Anche se le "prove" di una chirurgia in Etruria non sono molto copiose, tutto lascia presumere l'esistenza di un'arte chirurgica già agli inizi della sua storia, arte professata da uomini o sacerdoti il cui preciso compito era di suturare ferite, arrestare emorragie, immobilizzare fratture, ridurre lussazioni.

Gli scarsi strumenti sicuramente chirurgici o presunti tali (coltelli, pinze, sonde, specilli, cauteri) reperiti negli scavi e nelle sepolture poco si differenziano da quelli che furono successivamente usati dai Romani; né è da escludere che alcuni di essi provenissero dalla Grecia.

Molto più copiosi sono invece le notizie riguardanti una pratica che faceva parte integrante dell' "etrusca disciplina", l'aruspicina, per molti versi non dissimile da quella assiro-babilonese. Essa implicava una grande perizia da parte degli Etruschi nel selezionare gli animali e nell'esciderne i visceri e il fegato prima di ispezionarli.

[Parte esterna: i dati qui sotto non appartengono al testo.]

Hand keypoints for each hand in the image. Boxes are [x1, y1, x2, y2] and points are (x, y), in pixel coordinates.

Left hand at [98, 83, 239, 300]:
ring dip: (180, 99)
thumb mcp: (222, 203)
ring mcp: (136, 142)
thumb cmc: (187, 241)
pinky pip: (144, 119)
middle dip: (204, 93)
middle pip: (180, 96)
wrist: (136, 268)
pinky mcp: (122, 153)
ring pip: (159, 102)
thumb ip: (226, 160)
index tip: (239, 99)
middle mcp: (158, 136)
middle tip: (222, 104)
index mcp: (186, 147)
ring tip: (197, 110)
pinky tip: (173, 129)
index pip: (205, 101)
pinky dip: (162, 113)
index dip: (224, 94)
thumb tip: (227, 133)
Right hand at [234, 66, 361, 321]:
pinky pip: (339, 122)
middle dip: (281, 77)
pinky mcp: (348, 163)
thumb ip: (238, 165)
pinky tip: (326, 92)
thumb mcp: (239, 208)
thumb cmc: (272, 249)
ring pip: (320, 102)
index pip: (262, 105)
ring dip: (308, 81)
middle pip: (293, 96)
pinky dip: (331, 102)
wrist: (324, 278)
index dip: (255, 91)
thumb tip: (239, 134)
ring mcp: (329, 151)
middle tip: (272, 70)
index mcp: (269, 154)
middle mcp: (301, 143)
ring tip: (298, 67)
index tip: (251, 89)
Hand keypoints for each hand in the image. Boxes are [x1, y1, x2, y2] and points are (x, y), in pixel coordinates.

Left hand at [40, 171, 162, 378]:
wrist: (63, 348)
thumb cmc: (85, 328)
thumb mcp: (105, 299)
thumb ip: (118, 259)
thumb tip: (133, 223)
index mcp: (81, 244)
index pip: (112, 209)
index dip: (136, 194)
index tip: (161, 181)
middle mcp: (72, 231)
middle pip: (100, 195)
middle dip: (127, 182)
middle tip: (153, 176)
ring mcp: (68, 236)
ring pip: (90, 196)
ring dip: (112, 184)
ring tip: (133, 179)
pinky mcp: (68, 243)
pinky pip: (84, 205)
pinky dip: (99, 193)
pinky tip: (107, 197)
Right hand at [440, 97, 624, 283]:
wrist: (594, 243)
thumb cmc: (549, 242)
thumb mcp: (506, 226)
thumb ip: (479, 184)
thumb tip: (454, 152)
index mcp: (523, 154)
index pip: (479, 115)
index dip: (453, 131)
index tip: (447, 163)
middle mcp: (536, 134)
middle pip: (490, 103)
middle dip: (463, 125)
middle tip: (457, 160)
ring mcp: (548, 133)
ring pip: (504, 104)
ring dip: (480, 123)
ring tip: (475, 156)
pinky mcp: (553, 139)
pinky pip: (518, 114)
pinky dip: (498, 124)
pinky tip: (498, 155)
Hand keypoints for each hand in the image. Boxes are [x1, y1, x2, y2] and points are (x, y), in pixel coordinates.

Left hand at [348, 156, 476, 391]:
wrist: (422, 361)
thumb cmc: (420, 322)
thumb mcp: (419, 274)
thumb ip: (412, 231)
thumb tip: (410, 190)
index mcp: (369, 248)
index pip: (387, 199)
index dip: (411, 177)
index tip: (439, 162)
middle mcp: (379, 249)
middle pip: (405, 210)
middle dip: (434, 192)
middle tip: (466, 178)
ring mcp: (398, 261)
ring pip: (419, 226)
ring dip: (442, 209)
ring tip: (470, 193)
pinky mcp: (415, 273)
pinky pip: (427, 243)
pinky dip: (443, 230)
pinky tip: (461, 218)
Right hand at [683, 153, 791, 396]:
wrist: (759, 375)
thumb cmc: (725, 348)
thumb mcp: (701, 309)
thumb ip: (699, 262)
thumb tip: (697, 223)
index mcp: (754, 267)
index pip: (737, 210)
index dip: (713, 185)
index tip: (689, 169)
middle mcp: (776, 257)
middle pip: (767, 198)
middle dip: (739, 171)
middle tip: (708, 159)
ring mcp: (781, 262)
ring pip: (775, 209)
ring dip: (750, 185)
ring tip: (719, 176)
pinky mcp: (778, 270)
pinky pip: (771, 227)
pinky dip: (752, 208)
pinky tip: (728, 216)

La parola "aruspice" deriva dal termine (forse assiro) har, che vuol dire fegato.

Non sono pochi i bassorilievi, i vasi e gli specchi ornamentali che ci mostrano gli aruspici impegnati in questa pratica. Ma il reperto più famoso, divenuto quasi antonomasia di aruspicina in Etruria, è il "fegato di Piacenza", trovato per caso nel 1877 da un contadino in una campagna del comune di Gossolengo, a una decina di km da Piacenza.

Si tratta di un modello di fegato di ovino delle dimensioni 126 x 76 x 60 mm dotato di una superficie pianeggiante sulla quale emergono tre protuberanze e sono incise ben quaranta iscrizioni, e di una parte convessa sulla quale spiccano due sole parole "sole" e "luna".

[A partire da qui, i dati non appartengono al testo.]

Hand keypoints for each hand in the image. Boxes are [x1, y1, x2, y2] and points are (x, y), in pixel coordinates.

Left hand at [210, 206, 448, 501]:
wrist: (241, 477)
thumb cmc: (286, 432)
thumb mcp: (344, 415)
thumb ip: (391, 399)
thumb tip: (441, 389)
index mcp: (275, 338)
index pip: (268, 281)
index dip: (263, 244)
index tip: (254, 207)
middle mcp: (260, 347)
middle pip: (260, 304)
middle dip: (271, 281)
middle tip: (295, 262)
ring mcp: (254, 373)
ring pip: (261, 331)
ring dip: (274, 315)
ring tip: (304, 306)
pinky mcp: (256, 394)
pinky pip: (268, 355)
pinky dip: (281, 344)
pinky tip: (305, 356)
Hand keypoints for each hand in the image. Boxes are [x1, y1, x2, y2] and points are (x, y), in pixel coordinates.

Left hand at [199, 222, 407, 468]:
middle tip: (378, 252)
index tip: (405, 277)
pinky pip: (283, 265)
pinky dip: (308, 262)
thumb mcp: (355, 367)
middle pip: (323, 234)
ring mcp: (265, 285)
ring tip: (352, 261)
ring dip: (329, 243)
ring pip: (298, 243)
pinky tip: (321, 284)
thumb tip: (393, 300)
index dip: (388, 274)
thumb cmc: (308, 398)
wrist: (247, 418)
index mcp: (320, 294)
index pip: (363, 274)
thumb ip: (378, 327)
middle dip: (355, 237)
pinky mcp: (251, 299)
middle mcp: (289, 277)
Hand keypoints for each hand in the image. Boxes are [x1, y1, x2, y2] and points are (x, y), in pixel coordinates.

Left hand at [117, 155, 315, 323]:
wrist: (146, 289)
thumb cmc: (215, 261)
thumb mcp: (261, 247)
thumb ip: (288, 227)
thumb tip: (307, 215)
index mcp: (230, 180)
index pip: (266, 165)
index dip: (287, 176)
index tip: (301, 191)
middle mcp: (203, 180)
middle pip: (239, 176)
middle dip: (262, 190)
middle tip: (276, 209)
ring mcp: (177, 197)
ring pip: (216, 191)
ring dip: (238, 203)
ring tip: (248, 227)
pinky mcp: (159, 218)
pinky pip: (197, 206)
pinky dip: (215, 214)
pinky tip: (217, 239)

Oggi lo si considera come un "vademecum" del II secolo a.C. che l'aruspice portava con sé e al quale si riferiva al momento del bisogno. Per di più poteva servire come modello per le lezioni ai discepoli.

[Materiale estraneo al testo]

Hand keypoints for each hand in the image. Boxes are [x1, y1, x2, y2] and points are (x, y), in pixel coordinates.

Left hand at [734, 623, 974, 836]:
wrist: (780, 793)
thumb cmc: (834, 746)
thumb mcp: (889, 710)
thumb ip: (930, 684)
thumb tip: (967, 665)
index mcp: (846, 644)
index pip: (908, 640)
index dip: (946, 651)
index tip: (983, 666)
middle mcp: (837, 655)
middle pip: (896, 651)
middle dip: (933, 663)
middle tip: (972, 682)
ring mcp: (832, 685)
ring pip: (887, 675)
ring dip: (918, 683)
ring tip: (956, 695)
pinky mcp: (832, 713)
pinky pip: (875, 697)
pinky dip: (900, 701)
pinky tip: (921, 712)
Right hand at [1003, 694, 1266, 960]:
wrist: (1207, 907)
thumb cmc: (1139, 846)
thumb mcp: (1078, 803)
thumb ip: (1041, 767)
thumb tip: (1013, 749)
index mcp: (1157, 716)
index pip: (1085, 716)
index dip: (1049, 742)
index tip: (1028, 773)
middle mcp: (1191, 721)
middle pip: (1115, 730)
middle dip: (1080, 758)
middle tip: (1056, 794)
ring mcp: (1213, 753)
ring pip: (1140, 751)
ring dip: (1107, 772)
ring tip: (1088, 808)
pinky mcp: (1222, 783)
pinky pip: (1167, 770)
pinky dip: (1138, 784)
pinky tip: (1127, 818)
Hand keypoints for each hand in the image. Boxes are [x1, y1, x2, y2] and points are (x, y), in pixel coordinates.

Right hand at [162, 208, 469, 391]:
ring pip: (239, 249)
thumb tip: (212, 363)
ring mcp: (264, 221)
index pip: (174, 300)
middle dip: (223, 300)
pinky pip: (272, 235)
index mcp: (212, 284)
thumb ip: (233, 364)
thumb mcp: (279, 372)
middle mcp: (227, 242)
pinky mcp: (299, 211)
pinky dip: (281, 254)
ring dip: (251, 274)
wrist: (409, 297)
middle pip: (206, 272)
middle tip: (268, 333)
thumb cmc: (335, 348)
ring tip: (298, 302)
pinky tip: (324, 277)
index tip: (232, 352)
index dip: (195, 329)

Confrontando il fegato dell'animale sacrificato con il modello di bronzo, l'aruspice poteva mettere in relazione eventuali anomalie riscontrate in precisi punti del viscere con le divinità relative a quei settori interessati al fenomeno e, di conseguenza, trarre auspici per il futuro.

Molto diffusa era in Etruria anche l'osservazione delle viscere negli animali sacrificati, il che lascia presumere una buona conoscenza dell'anatomia da parte di quei medici, i quali -proprio come i "colleghi" di altre civiltà- la trasferivano tuttavia automaticamente all'essere umano.